A universally accepted model of the design and innovation process, the double diamond is a visual process model that aids our understanding of the UX design process. Think of this model as a road map—from the problem to the solution and covering everything in between.
The big idea of the double diamond model is that the problem and the solution are equally important. But problem-finding and problem-solving are two distinctly different design activities. It’s almost as though the model asks us to think beyond problem-solving because that makes finding the solution relatively more straightforward. However, morphing into being a problem-finder is the more challenging, more elusive task.
You may already be applying the double diamond model to navigate hurdles in your everyday life without realizing it. Before we get to that, let’s consider how the model took shape and came to be.
The Origins of the Double Diamond Model
Although people have been speaking about, applying, and operating on the basis of diamond-shaped models for a long time, the British Design Council officially defined the double diamond model and coined the term in the early 2000s.
After extensively studying the “problem to solution path” within some of the largest companies in the world such as LEGO, Microsoft, and Starbucks, the Council learned that, although they gave their processes different names, the steps they took were similar. Of course, they had various ways of performing specific actions, but always in service of the same larger goal.
The Council then streamlined the process for the world and divided it into tangible stages, birthing what is now popularly known as the double diamond design process model.
The 4 Ds of the Double Diamond Model
One thing that designers and problem-finders share in common is creativity. Any creative being would be quick to tell you that problem-solving isn’t a linear path. Instead, one must create pathways within pathways.
The double diamond process model comprises four stages: Discovery, Definition, Development, and Delivery. Designers and others who implement this model are encouraged to color outside the lines—to dip into and out of these four stages to find a new solution or improve upon an existing one.
If you don’t know where to begin, channel your inner Columbus. Dig deep and discover. That’s the first stage.
Stage 1: Discovery: What Is the Problem?
Are you sure you know what the problem is? Often, there are some things we tend to overlook as causes or consequences of a problem. First, find out what factors affect the root problem. Then, clearly define the problem and formulate possible hypotheses to discover variables that are causing the problem.
At this stage, don’t burden yourself with finding the solution or offering answers. Allot time solely to focusing on finding the problem. Contextualize the situation and keep your mind open to all possible explanations. After all, there is no room for rigidity in the creative process.
You’ll typically supplement discovering the problem with activities such as usability testing, interviews, surveys, and market research. But gathering mounds of information is only scratching the surface. The hard part is segregating, managing, and organizing this information to keep only what is valuable and necessary.
Stage 2: Definition: What Should I Focus On?
Now that you have all the information you need—and possibly more—you’ve essentially reached the KonMari stage of the process. Although you might not be able to actually discard anything—because it could become helpful at a later stage—the Definition stage encourages you to filter and build on the information you’ve gathered.

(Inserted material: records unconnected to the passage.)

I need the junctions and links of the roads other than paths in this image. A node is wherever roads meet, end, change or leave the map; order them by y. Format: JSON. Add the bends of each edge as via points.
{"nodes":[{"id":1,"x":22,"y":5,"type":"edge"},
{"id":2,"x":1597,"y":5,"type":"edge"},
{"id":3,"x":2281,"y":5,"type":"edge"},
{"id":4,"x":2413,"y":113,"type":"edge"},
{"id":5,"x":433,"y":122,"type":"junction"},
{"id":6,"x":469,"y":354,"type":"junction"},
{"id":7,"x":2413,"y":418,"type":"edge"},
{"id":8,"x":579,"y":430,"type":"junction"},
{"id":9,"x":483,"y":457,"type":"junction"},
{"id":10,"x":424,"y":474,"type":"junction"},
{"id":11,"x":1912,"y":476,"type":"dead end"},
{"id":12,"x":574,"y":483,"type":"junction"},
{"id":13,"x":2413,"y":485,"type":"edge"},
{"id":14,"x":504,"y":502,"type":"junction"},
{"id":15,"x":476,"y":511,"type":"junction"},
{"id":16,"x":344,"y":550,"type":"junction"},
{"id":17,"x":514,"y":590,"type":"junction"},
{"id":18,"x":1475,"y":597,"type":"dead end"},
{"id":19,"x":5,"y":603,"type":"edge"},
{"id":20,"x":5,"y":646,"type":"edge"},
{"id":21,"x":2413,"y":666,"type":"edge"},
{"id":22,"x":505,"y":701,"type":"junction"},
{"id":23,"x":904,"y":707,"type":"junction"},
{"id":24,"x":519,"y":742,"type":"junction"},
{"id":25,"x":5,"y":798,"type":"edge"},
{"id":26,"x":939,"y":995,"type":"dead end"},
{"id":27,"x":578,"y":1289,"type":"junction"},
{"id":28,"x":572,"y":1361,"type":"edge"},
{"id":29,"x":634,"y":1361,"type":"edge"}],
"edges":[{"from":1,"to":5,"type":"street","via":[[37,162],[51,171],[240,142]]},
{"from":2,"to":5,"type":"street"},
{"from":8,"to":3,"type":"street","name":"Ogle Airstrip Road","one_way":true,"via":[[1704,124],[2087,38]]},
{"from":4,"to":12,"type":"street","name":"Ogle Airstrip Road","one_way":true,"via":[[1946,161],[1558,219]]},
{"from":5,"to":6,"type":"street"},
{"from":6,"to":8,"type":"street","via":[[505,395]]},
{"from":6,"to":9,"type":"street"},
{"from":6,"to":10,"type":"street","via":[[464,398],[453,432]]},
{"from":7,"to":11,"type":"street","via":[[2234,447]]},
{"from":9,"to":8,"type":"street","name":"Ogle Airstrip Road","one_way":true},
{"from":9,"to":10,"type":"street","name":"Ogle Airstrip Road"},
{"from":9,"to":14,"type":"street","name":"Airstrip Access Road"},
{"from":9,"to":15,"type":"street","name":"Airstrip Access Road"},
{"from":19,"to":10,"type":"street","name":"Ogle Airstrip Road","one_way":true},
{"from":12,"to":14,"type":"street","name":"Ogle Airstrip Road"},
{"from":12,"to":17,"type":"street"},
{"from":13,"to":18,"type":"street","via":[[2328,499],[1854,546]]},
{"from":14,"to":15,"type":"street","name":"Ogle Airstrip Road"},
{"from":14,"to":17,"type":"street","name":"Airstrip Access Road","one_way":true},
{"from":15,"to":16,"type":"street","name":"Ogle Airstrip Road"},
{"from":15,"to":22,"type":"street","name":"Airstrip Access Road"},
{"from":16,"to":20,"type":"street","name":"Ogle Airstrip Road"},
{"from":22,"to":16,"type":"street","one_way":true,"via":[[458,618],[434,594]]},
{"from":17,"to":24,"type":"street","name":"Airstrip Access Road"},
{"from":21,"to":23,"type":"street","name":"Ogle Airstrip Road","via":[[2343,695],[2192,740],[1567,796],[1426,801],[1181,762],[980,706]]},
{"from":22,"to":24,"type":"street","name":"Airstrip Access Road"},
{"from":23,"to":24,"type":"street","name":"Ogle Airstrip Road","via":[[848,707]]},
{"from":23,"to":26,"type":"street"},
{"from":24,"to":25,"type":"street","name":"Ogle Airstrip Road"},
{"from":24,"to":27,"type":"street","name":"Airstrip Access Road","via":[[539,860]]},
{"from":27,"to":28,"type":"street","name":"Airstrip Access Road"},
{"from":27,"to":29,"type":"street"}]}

This is an excellent time to analyze what you need and focus on what you can do with data to find solutions. Remember, during the creative process, solutions could come from anywhere. What matters most is whether the solution is practical and relevant to solving the root problem. This is also the best time eliminate bottlenecks and understand which potentially viable solutions would require further resources to germinate them.
During this stage, you’ll lay out what’s what for all stakeholders—bringing everyone together on the same page. Aligning all stakeholders helps you to assess the situation, consider the what-ifs, and understand what to do.
Stage 3: Development: What Would Be Viable Solutions?
This is the stage when things start to take shape and are no longer just ideas on paper. Using the inputs and ideas you’ve gathered during Stages 1 and 2, this stage is about working on the solution. The spotlight isn’t on the designers anymore. The solution takes on a life of its own. With developers, engineers, and other disciplines from other departments, as well as more stakeholders now involved, the solution thrives with the guidance and instruction of experts in their respective fields. Having their different perspectives come together speeds up problem-solving.
There’s a high probability that you’ll spot any errors at this stage. You should fix them early on to save many heartaches later. Depending on what services companies offer, each of them has a different way of going about developing a solution. Wireframing, storyboarding, and visualization are common ways of developing solutions.
Stage 4: Delivery: What Is the Final Solution?
It’s time for your stakeholders’ signoff. Before launch, each person who worked on the prototype or product should use the solution and try to discover any problems that could contribute to the failure of the product in the marketplace. Assessing compatibility issues and adherence to legal rules, as well as damage testing occur at this stage.
This is also an excellent time to learn how users feel about the product. As a result of what you learn, you might need to go back to the drawing board to make any necessary changes. No product is really the final version. Every product requires changes and updates to make the latest version better than its predecessors.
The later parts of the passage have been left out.